Those of us involved in solid organ transplantation are faced with a question daily. That question is “when am I getting my liver?” The question is posed by patients, their family, or interested friends. In every case, I have to say, “I just don’t know, it depends on your MELD score”. And that’s the truth. Most patients have at best a primitive understanding of the MELD score. The longer they are on the list for transplant, the better they grasp the concept and how the system works. Below I will give an overview of how the MELD system works, and what this means to the individual patient.
MELD stands for Model for End Stage Liver Disease, and was put into use in 2002. Before this time, patients needing liver transplants were grouped into four medical urgency categories. The categorieswere based on a scoring system that included some laboratory test results and some symptoms of liver disease. The symptoms of liver disease was difficult to control for and standardize. One concern with using symptoms in scoring was that different doctors might interpret the severity of those symptoms in different ways. In addition, this scoring system could not easily identify which patients had more severe liver disease and were in greater need of a transplant. Research showed that MELD accurately predict most liver patients’ short-term risk of death without a transplant. The MELD formulas are simple, objective and verifiable, and yield consistent results whenever the score is calculated.
Calculating the MELD score can easily be done from numerous web sites. Click here to calculate a MELD score. Scores can range from 6 (well) t0 40 (critical).
The factors that go into calculating the MELD score include bilirubin, INR, and serum creatinine. Additional points are given if the patient has been receiving dialysis withing the past week. There is discussion that other factors may eventually be used to calculate the score, but for now this is the best we have.
Bilirubin is elevated in chronic liver disease. Bilirubin is what gives the yellow skin color and jaundice seen in liver disease. The higher the bilirubin, the greater the jaundice. Bilirubin is an indirect marker of advanced liver disease. As a patient’s liver status becomes worse, and thus more sick, the bilirubin will tend to rise. The higher the bilirubin, the higher MELD score. You can plug in different bilirubin values to see how this well effect the score. The normal bilirubin is generally less than 1 mg/dL.
The INR (International Normalized Ratio) is a lab test frequently used in liver disease. With advancing liver disease, the vitamin K dependant clotting factors, which happen to be manufactured in the liver, are reduced. This will result in a prolonged INR. A prolonged INR increases the MELD score.
Creatinine is a lab that measures kidney function. The kidney and liver are intimately related, in that as liver function declines, there is a high probability that kidney function will decline as well. Thus, an elevated creatine (worse kidney function) can be associated with advancing liver dysfunction and increased mortality and complication in the liver patient with advanced liver disease. Again, plug in different values for creatinine and you will see how the MELD will rise. A normal creatinine is usually less than 1 mg/dL.
Waiting time for transplant does not generally play much of a role in organ allocation. Patients listed for transplant earlier, when they may not need transplant, would be given an unfair advantage. Time on the list could be a factor if two identical MELD score patients were offered an organ.
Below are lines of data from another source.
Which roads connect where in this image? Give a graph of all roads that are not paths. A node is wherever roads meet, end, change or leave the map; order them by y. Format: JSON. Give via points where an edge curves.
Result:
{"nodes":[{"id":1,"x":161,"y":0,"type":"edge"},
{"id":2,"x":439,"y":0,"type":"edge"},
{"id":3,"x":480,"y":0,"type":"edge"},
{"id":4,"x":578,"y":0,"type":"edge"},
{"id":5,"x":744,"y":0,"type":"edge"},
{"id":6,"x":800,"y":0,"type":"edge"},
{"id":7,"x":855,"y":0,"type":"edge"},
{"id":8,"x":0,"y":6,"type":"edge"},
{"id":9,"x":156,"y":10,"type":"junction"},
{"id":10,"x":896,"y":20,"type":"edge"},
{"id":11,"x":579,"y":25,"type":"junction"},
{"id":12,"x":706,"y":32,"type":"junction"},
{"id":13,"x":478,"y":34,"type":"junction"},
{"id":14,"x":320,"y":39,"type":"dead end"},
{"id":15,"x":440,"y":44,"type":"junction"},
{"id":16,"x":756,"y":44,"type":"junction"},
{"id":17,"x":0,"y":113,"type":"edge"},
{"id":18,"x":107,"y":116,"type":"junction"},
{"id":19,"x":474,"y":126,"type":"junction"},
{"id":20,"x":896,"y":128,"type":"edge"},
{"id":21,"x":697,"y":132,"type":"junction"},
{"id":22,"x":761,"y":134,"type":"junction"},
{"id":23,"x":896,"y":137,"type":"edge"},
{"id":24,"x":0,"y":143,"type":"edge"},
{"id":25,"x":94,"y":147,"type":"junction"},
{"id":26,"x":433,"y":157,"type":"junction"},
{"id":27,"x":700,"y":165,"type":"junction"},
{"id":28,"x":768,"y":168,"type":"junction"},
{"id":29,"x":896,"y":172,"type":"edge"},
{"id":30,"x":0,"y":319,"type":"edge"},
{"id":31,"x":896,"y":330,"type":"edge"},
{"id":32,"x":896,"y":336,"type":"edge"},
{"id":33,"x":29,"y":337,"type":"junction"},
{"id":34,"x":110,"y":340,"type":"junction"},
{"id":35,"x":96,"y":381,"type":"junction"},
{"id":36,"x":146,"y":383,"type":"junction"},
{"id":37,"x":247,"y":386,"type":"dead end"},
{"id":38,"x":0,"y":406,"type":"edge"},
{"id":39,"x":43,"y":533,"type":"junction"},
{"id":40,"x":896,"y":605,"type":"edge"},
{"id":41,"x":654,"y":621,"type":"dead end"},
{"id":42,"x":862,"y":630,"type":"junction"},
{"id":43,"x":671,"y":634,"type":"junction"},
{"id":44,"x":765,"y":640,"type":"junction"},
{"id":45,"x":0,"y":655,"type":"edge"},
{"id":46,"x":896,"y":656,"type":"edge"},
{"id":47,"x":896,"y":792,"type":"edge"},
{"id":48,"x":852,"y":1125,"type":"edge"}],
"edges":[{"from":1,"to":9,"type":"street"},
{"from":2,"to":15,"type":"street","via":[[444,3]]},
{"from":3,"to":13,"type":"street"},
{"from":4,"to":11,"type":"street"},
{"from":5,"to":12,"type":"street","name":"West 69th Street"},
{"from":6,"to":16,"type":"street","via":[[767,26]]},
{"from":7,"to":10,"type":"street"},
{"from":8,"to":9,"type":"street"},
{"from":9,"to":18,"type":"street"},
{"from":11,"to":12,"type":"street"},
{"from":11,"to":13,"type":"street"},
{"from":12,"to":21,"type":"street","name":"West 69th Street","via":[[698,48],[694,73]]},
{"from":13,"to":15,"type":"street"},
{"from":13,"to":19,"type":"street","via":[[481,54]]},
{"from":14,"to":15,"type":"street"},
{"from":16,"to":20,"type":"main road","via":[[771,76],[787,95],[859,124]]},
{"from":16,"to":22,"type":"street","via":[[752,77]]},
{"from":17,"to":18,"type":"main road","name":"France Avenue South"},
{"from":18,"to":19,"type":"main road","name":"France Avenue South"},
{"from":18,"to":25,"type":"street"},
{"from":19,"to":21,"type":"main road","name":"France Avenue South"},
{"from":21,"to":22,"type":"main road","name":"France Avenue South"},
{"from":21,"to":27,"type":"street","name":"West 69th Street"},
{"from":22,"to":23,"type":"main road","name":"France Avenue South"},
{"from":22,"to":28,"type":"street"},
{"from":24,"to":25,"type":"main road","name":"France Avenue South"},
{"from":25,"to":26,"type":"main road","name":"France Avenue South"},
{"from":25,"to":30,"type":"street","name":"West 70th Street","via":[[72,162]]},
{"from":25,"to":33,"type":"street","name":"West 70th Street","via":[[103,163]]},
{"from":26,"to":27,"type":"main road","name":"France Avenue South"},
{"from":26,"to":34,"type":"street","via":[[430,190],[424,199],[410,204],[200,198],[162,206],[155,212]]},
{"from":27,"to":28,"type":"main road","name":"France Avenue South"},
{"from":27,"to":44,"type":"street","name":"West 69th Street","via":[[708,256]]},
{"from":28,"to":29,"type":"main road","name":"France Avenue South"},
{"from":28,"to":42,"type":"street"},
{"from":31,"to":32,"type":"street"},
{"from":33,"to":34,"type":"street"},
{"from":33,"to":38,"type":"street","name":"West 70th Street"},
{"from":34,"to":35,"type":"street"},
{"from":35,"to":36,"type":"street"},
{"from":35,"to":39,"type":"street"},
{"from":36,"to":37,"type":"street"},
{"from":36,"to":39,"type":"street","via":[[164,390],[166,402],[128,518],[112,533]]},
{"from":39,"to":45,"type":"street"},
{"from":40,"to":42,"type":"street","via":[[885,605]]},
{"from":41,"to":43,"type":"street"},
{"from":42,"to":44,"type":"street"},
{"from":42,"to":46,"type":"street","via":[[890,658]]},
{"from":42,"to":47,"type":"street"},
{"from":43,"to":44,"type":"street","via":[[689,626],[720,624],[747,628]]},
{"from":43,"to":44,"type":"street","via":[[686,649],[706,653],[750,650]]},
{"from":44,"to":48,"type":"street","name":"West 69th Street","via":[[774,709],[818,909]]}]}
The MELD score does not take into account various symptoms of chronic liver disease such as fatigue, depression, weakness, the presence of ascites, hepatic encephalopathy, or variceal bleeding. There are other symptoms that our patients report, not taken into strict accound in calculating the MELD score. Dealing with the symptoms, and the sense that they are getting more ill, is a very frustrating position for the patient, as well as the transplant team members. While we address and try to treat these symptoms, it is hard to accept their poor and declining quality of life does not come into consideration. Several medical conditions that had been considered in the prior liver allocation system, such as ascites and encephalopathy, are not included in the MELD system. This is because these factors have been tested in the MELD formula and did not add to the MELD score’s ability to predict death on the waiting list. In addition, the way these conditions are measured can vary from center to center; therefore, leaving them out of the MELD formula helps to make sure that all patients are scored the same way.
On exception is to appeal to the regional review committee, made up of transplant physicians in a similar region where the patient is listed. This is an opportunity for the team to “ask for more points” to increase the chances that someone will be transplanted.
How high your MELD score has to be before transplant varies on where you live. In the greater Houston area, a MELD of 22 and above (in general) will be a point where patients may be called for transplant. In California, a MELD score of over 30 will likely be needed for transplant.
So what is the bottom line on the MELD score? Time on the list is of little value, and that this model aims to transplant those that are sickest first. Despite multiple symptoms that patients report, and how bad they feel, it has not been shown that these symptoms lead to an increased chance of death. It is true that you have to get more sick before getting transplanted, but the survival afterwards, and the regaining of quality of life, is what makes the system work. It is far from perfect, but it does work.